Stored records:
········
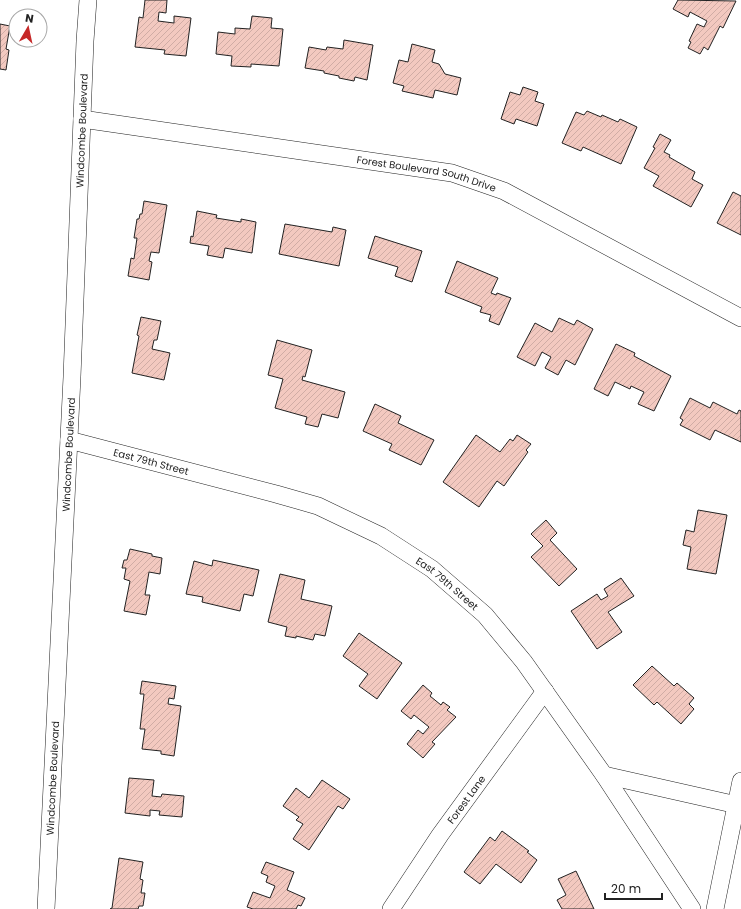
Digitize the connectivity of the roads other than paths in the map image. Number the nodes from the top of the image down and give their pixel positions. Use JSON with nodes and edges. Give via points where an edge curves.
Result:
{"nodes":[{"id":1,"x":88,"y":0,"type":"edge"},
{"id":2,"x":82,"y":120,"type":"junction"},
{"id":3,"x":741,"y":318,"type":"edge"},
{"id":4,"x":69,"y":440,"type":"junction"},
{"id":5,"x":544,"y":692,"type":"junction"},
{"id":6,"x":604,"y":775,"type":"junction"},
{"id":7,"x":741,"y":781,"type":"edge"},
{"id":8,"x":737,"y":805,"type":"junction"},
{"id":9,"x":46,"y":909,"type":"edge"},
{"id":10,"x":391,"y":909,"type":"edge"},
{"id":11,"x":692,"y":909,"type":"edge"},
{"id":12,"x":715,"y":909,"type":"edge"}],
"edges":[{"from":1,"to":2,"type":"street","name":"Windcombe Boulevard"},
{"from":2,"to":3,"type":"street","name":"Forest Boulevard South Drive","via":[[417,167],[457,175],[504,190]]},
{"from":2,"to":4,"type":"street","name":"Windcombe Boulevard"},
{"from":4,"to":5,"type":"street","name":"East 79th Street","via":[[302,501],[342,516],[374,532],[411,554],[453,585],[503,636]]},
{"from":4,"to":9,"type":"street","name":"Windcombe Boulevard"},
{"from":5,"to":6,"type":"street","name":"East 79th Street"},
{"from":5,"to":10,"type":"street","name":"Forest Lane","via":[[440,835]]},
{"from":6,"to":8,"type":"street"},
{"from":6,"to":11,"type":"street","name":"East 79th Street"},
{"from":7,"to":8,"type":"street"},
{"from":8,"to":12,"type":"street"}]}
········
### Problem requirements
Give the records again exactly, minus the pictures.

### Expected output
Digitize the connectivity of the roads other than paths in the map image. Number the nodes from the top of the image down and give their pixel positions. Use JSON with nodes and edges. Give via points where an edge curves.
Result:
{"nodes":[{"id":1,"x":88,"y":0,"type":"edge"},
{"id":2,"x":82,"y":120,"type":"junction"},
{"id":3,"x":741,"y":318,"type":"edge"},
{"id":4,"x":69,"y":440,"type":"junction"},
{"id":5,"x":544,"y":692,"type":"junction"},
{"id":6,"x":604,"y":775,"type":"junction"},
{"id":7,"x":741,"y":781,"type":"edge"},
{"id":8,"x":737,"y":805,"type":"junction"},
{"id":9,"x":46,"y":909,"type":"edge"},
{"id":10,"x":391,"y":909,"type":"edge"},
{"id":11,"x":692,"y":909,"type":"edge"},
{"id":12,"x":715,"y":909,"type":"edge"}],
"edges":[{"from":1,"to":2,"type":"street","name":"Windcombe Boulevard"},
{"from":2,"to":3,"type":"street","name":"Forest Boulevard South Drive","via":[[417,167],[457,175],[504,190]]},
{"from":2,"to":4,"type":"street","name":"Windcombe Boulevard"},
{"from":4,"to":5,"type":"street","name":"East 79th Street","via":[[302,501],[342,516],[374,532],[411,554],[453,585],[503,636]]},
{"from":4,"to":9,"type":"street","name":"Windcombe Boulevard"},
{"from":5,"to":6,"type":"street","name":"East 79th Street"},
{"from":5,"to":10,"type":"street","name":"Forest Lane","via":[[440,835]]},
{"from":6,"to":8,"type":"street"},
{"from":6,"to":11,"type":"street","name":"East 79th Street"},
{"from":7,"to":8,"type":"street"},
{"from":8,"to":12,"type":"street"}]}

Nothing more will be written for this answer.